Reticência da partida é medo da escuridão...

Da viagem noturna, silvos e atabaques,

neblina na penumbra, os transeuntes, parceiros ou algozes nas trilhas riscadas no chão,

temor do fracasso, de novas partidas,

voltar sem ter visto o arrebol,

sem portar os tesouros desejados...

Compensador da partida é tudo isso:

misto de êxtase, tristeza e temor,

bravura para seguir

sem saber se pior o medo, a saudade, a solidão,

se angústia do místico ocaso ou a leveza do amanhecer,

se mais benevolente o fracasso ou a certeza de poder voltar...

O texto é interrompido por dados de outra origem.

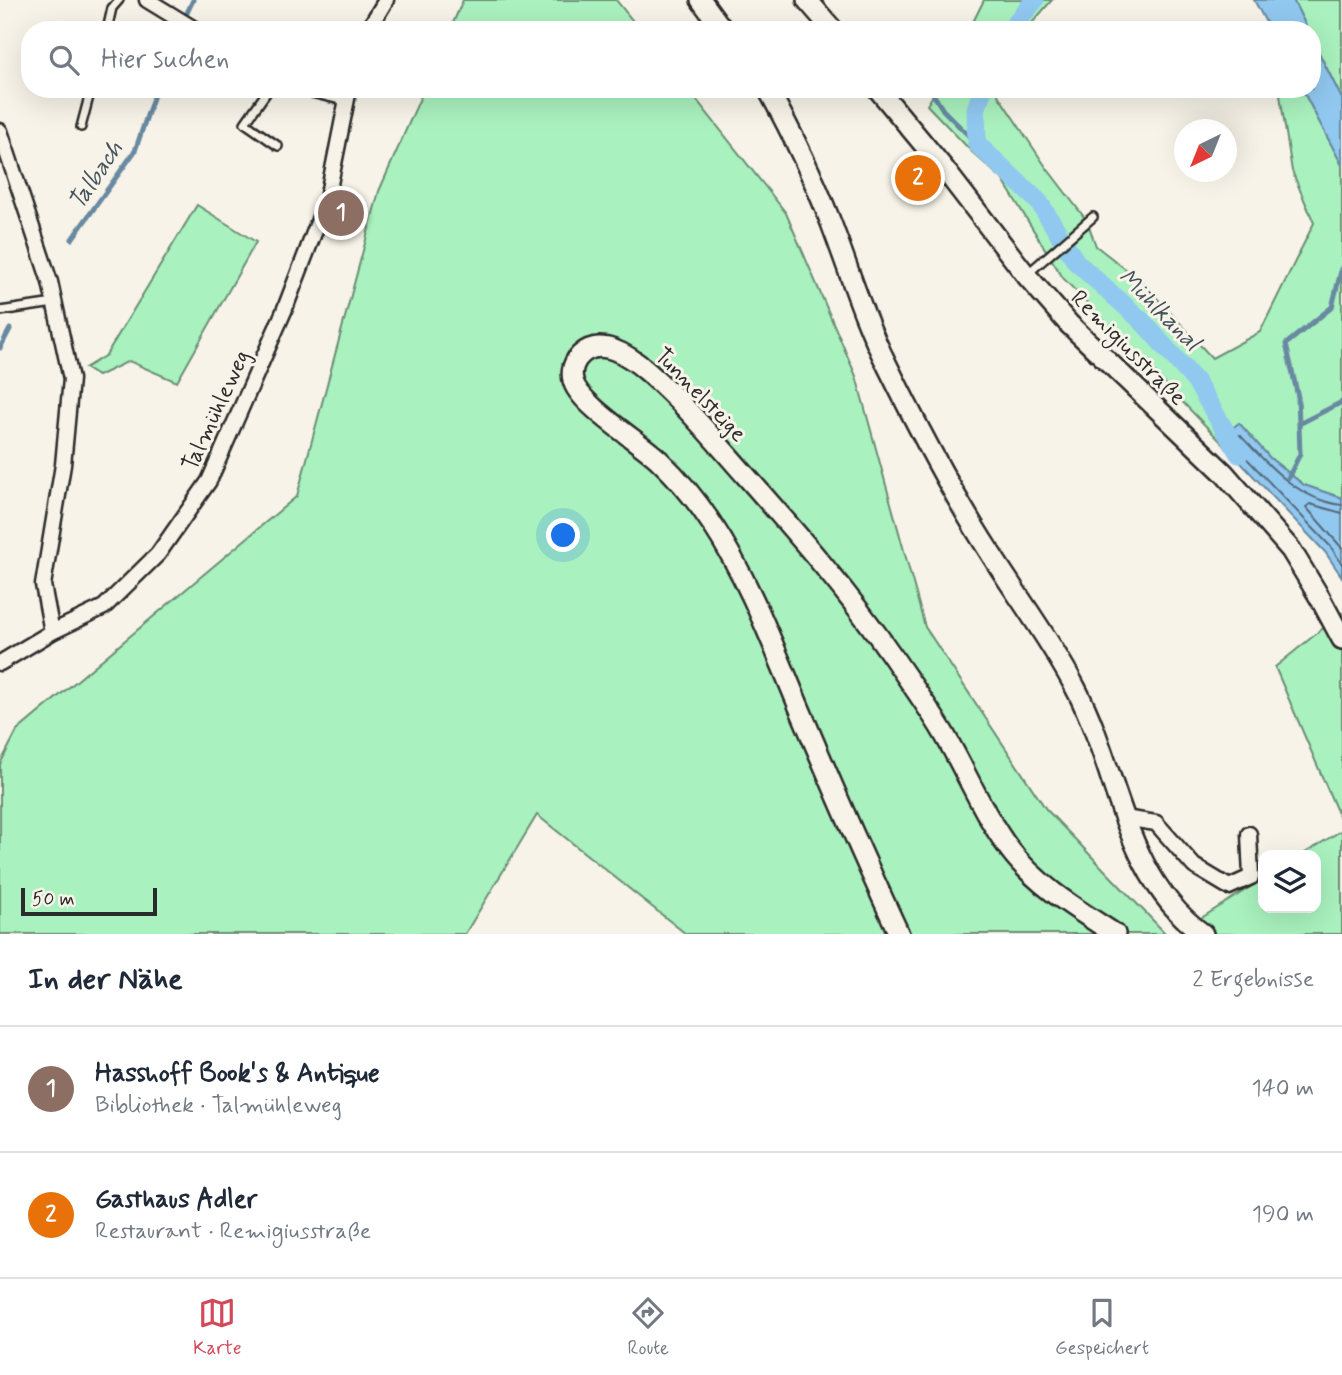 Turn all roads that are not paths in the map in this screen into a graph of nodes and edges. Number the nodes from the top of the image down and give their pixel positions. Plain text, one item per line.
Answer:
1 (120, 0) edge
2 (147, 0) edge
3 (386, 0) edge
4 (701, 0) edge
5 (807, 0) edge
6 (109, 21) edge
7 (183, 21) edge
8 (373, 21) edge
9 (716, 21) edge
10 (825, 21) edge
11 (89, 98) edge
12 (263, 98) edge
13 (347, 98) edge
14 (773, 98) edge
15 (885, 98) edge
16 (81, 127) dead end
17 (0, 131) edge
18 (278, 146) dead end
19 (1093, 217) dead end
20 (1026, 275) junction
21 (54, 303) junction
22 (0, 312) edge
23 (52, 632) junction
24 (1342, 639) edge
25 (0, 663) edge
26 (1124, 818) junction
27 (1249, 834) dead end
28 (899, 934) edge
29 (1115, 934) edge
30 (1203, 934) edge

1 - 6 lane
2 - 7 street
3 - 8 street
4 - 9 street
5 - 10 street
11 - 16 lane
12 - 18 lane
13 - 23 street, Talmühleweg
14 - 26 street
15 - 20 street, Remigiusstraße
17 - 21 street
19 - 20 lane
20 - 24 street, Remigiusstraße
21 - 22 lane
21 - 23 street
23 - 25 street, Talmühleweg
26 - 27 street
26 - 30 street
28 - 29 street, Tunnelsteige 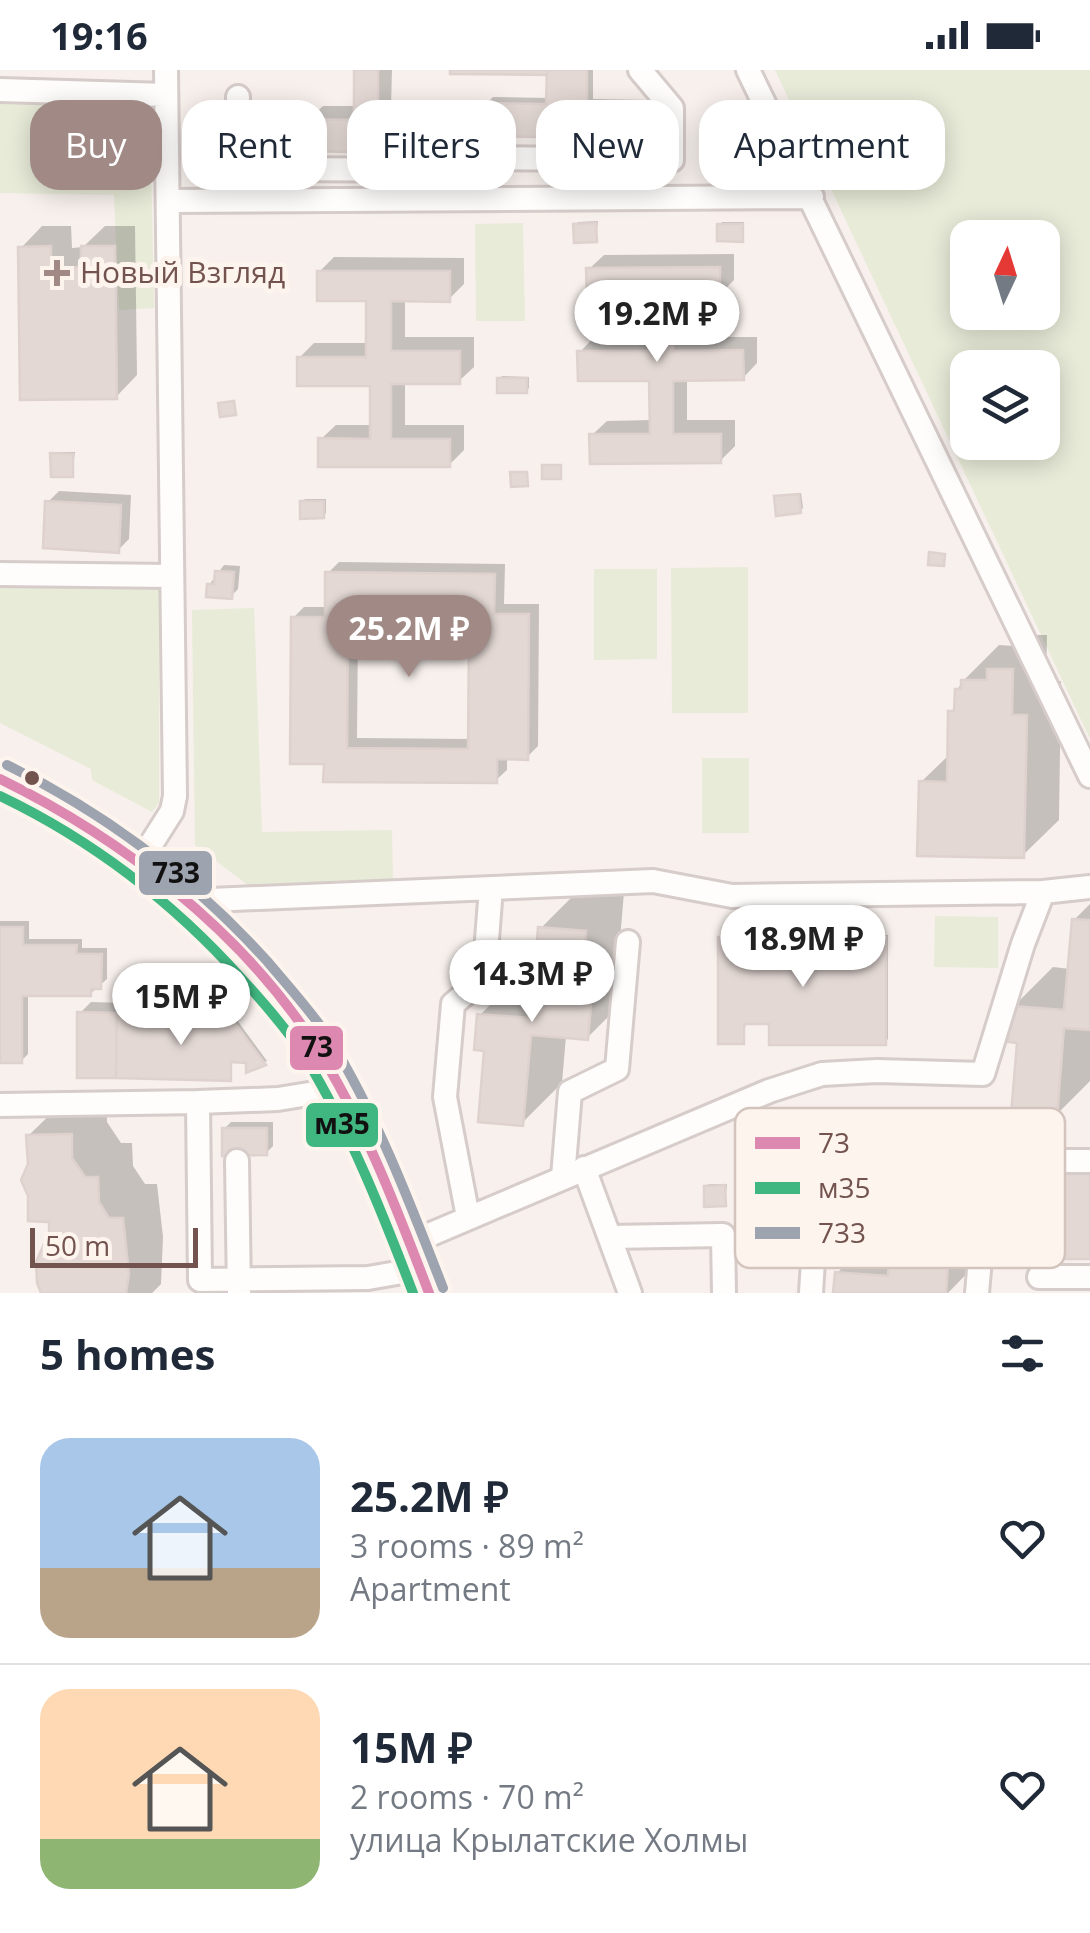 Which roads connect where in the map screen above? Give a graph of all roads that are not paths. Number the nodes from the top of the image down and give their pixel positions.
1 (166, 70) edge
2 (640, 70) edge
3 (748, 70) edge
4 (0, 90) edge
5 (166, 95) junction
6 (238, 97) dead end
7 (812, 197) junction
8 (168, 201) junction
9 (0, 574) edge
10 (172, 576) junction
11 (1090, 776) edge
12 (0, 779) edge
13 (142, 860) junction
14 (1090, 887) edge
15 (491, 888) junction
16 (1043, 892) junction
17 (188, 900) junction
18 (628, 942) dead end
19 (339, 1089) junction
20 (198, 1102) junction
21 (0, 1105) edge
22 (237, 1161) dead end
23 (574, 1173) junction
24 (468, 1217) junction
25 (610, 1237) junction
26 (410, 1243) junction
27 (813, 1268) edge
28 (980, 1268) edge
29 (420, 1269) junction
30 (1039, 1277) dead end
31 (1090, 1277) edge
32 (239, 1286) edge
33 (430, 1293) edge
34 (630, 1293) edge
35 (724, 1293) edge
36 (811, 1293) edge
37 (978, 1293) edge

Valioso da partida é não ter colhido aquelas flores,

a vontade permitida aos outros,

posto que, perecidas, terão feito germinar e,

se o fracasso ou o sucesso conduzirem retorno, possam-se vislumbrar novas flores das amadurecidas sementes desprezadas ao chão, multiplicadas se não lhes furtamos quedar-se então...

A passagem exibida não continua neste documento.